* **Exercise prompt**: Where an entry below contains an image, skip the image and reproduce the rest exactly.

:: Records supplied ::

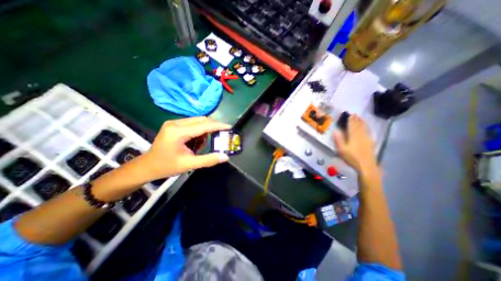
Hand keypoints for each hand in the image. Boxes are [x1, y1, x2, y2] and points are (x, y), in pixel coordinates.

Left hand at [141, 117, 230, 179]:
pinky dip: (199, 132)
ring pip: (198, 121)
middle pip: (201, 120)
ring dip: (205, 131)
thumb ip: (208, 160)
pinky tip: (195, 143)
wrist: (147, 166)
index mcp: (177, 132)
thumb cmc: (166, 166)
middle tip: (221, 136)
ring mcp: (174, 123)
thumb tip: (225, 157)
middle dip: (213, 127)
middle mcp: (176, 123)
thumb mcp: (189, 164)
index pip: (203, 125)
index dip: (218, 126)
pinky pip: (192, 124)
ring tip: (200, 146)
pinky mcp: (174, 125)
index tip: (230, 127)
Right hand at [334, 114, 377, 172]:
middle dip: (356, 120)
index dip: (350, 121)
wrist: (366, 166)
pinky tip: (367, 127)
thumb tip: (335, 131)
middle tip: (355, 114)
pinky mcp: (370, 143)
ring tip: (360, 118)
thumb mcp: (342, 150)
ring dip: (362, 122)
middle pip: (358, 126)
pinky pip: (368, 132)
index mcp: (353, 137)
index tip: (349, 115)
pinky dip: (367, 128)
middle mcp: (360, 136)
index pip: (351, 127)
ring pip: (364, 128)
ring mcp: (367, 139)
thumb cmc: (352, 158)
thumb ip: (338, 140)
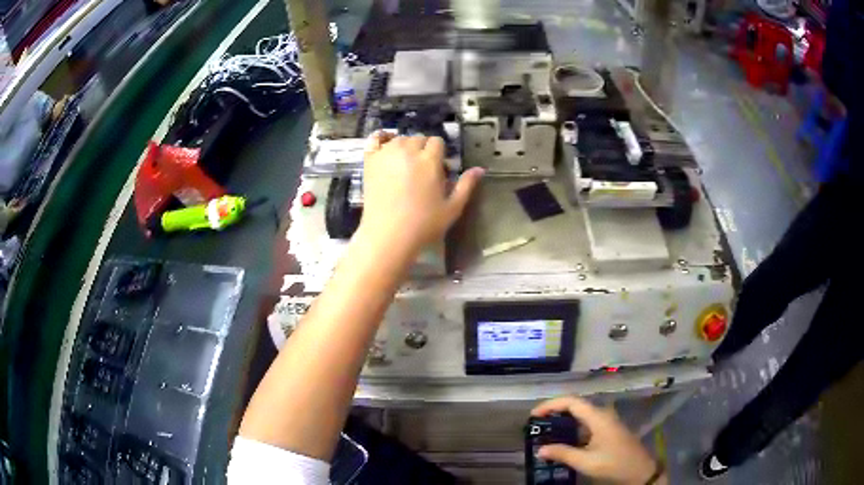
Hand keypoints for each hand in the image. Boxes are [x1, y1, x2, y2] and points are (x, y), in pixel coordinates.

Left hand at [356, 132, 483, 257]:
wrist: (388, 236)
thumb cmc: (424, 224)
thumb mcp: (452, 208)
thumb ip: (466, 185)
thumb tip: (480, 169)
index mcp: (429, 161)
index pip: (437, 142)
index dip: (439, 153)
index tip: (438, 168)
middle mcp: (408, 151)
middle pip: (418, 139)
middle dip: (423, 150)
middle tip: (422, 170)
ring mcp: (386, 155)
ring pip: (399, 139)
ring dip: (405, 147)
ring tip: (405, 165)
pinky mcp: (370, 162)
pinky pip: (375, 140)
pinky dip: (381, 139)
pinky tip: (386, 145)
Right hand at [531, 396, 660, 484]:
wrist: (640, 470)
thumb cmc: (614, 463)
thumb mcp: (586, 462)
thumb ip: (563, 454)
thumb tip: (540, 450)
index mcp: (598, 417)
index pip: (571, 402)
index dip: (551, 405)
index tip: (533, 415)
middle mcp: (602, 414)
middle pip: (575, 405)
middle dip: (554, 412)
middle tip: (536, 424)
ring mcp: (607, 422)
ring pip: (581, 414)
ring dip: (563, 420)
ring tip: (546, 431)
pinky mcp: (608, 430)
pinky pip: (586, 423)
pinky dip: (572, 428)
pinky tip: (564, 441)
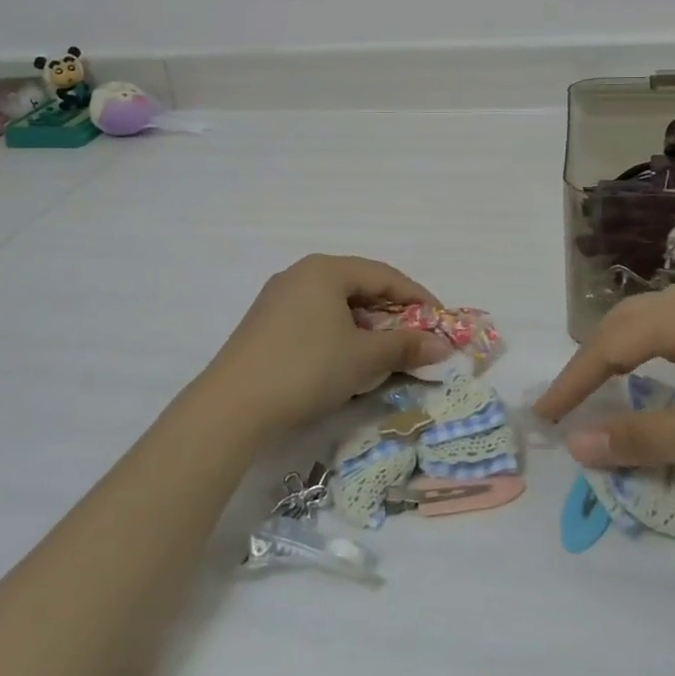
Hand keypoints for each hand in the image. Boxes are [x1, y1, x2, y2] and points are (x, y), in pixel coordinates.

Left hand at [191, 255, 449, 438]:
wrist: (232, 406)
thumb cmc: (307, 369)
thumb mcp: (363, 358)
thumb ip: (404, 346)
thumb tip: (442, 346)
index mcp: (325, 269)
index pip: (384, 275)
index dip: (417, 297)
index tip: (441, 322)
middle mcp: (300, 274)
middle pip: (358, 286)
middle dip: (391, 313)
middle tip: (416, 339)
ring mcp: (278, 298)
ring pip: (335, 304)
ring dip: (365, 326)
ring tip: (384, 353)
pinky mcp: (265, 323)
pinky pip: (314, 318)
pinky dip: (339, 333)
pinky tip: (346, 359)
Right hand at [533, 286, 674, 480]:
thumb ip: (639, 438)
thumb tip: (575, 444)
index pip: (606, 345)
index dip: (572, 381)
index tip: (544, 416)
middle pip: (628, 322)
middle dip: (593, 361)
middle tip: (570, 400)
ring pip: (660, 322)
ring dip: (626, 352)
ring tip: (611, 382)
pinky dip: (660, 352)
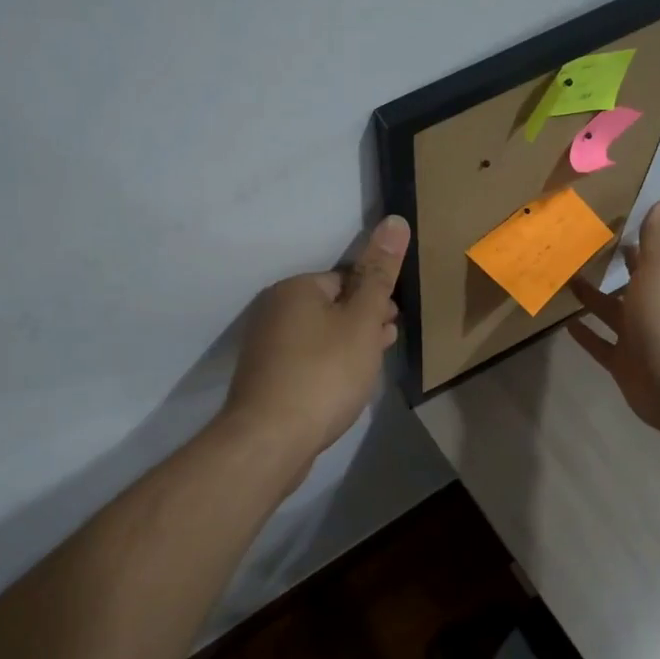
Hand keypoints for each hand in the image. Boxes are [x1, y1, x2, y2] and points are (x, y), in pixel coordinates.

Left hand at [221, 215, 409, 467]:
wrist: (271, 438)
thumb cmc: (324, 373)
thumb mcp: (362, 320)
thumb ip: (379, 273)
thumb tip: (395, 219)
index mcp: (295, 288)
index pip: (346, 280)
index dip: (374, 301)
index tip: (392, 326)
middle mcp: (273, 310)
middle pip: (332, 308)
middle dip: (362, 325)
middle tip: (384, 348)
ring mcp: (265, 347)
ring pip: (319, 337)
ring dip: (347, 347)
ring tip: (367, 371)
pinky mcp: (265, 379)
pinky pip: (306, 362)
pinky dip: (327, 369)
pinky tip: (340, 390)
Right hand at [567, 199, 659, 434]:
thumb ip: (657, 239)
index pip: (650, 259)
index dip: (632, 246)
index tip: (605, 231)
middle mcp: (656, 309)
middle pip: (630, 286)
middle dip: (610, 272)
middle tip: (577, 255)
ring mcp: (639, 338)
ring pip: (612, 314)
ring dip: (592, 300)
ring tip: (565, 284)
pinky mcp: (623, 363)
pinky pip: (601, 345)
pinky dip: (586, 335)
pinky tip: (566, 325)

:::

* **Answer for this exercise**:
Hand keypoints for each hand in the image. Boxes are [x1, y1, x2, y2] and points are (x, y), in pixel coordinates.

Left hand at [141, 117, 230, 179]:
pinky dip: (199, 132)
ring pip: (198, 121)
middle pip: (201, 120)
ring dip: (205, 131)
thumb ip: (208, 160)
pinky tip: (195, 143)
wrist: (147, 166)
index mcp: (177, 132)
thumb cmc: (166, 166)
middle tip: (221, 136)
ring mcp: (174, 123)
thumb tip: (225, 157)
middle dip: (213, 127)
middle mcp: (176, 123)
thumb mcp: (189, 164)
index pip: (203, 125)
index dip: (218, 126)
pinky pip: (192, 124)
ring tip: (200, 146)
pinky mcp: (174, 125)
index tip: (230, 127)
Right hand at [334, 114, 377, 172]:
middle dip: (356, 120)
index dip: (350, 121)
wrist: (366, 166)
pinky tip: (367, 127)
thumb tip: (335, 131)
middle tip: (355, 114)
pinky mcp: (370, 143)
ring tip: (360, 118)
thumb mcp: (342, 150)
ring dip: (362, 122)
middle pip: (358, 126)
pinky pip: (368, 132)
index mcp: (353, 137)
index tip: (349, 115)
pinky dip: (367, 128)
middle mcp: (360, 136)
index pip: (351, 127)
ring pip: (364, 128)
ring mcp: (367, 139)
thumb cmc: (352, 158)
thumb ip: (338, 140)
Hand keypoints for each hand in the image. Boxes are [x1, y1, x2, y2] and points are (x, y), in pixel coordinates.

Left hand at [356, 132, 483, 257]:
wrist: (388, 236)
thumb cmc: (424, 224)
thumb mcp: (452, 208)
thumb ip: (466, 185)
thumb tip: (480, 169)
index mcp: (429, 161)
index pip: (437, 142)
index dip: (439, 153)
index tip: (438, 168)
middle mcp: (408, 151)
middle pip: (418, 139)
middle dip: (423, 150)
middle tip: (422, 170)
ring mcp: (386, 155)
ring pip: (399, 139)
ring dip: (405, 147)
ring tip: (405, 165)
pinky mcp: (370, 162)
pinky pip: (375, 140)
pinky dip: (381, 139)
pinky tip: (386, 145)
Right hand at [531, 396, 660, 484]:
wrist: (640, 470)
thumb cmc: (614, 463)
thumb mcp: (586, 462)
thumb ip: (563, 454)
thumb tip: (540, 450)
index mcp: (598, 417)
index pip: (571, 402)
index dip: (551, 405)
index tip: (533, 415)
middle mcp: (602, 414)
middle pip: (575, 405)
middle dip: (554, 412)
middle tip: (536, 424)
ring mcp: (607, 422)
ring pip: (581, 414)
ring dip: (563, 420)
ring tip: (546, 431)
pinky mcp: (608, 430)
pinky pip: (586, 423)
pinky dip: (572, 428)
pinky tip: (564, 441)
Hand keypoints for each hand in the image. Boxes are [x1, y1, x2, y2] and points are (x, y), in pixel coordinates.

Left hand at [191, 255, 449, 438]:
wrist: (232, 406)
thumb cmc: (307, 369)
thumb mcp: (363, 358)
thumb ip: (404, 346)
thumb tip: (442, 346)
index mcp: (325, 269)
index pip: (384, 275)
index dip: (417, 297)
index tip: (441, 322)
middle mcp: (300, 274)
middle pip: (358, 286)
middle dip: (391, 313)
middle tip: (416, 339)
ring mcp: (278, 298)
ring pip: (335, 304)
ring dip: (365, 326)
ring tip: (384, 353)
pinky mcp: (265, 323)
pinky pip: (314, 318)
pinky dip: (339, 333)
pinky tip: (346, 359)
Right hand at [533, 286, 674, 480]:
thumb ip: (639, 438)
thumb tip: (575, 444)
index pip: (606, 345)
index dip: (572, 381)
index tip: (544, 416)
middle pip: (628, 322)
middle dip: (593, 361)
middle tip: (570, 400)
ring pip: (660, 322)
ring dip: (626, 352)
ring tip: (611, 382)
pinky dip: (660, 352)
Hand keypoints for each hand in the image. Boxes are [x1, y1, x2, y2] and points are (x, y), in pixel coordinates.

Left hand at [221, 215, 409, 467]:
wrist: (271, 438)
thumb cmc: (324, 373)
thumb mcp: (362, 320)
thumb ip: (379, 273)
thumb tip: (395, 219)
index mcp: (295, 288)
index pip: (346, 280)
index dip: (374, 301)
index tip: (392, 326)
middle mcp: (273, 310)
middle pip: (332, 308)
middle dip: (362, 325)
middle tip: (384, 348)
ring mcp: (265, 347)
ring pip: (319, 337)
ring dip: (347, 347)
ring tip: (367, 371)
pinky mcp: (265, 379)
pinky pip: (306, 362)
pinky dip: (327, 369)
pinky tip: (340, 390)
Right hand at [567, 199, 659, 434]:
thumb ip: (657, 239)
index pip: (650, 259)
index dip: (632, 246)
index tip: (605, 231)
middle mcp: (656, 309)
middle pip: (630, 286)
middle dip: (610, 272)
middle tip: (577, 255)
ring mcp: (639, 338)
ring pip: (612, 314)
ring dip: (592, 300)
ring tip: (565, 284)
pinky mcp: (623, 363)
pinky pip: (601, 345)
pinky dip: (586, 335)
pinky tip: (566, 325)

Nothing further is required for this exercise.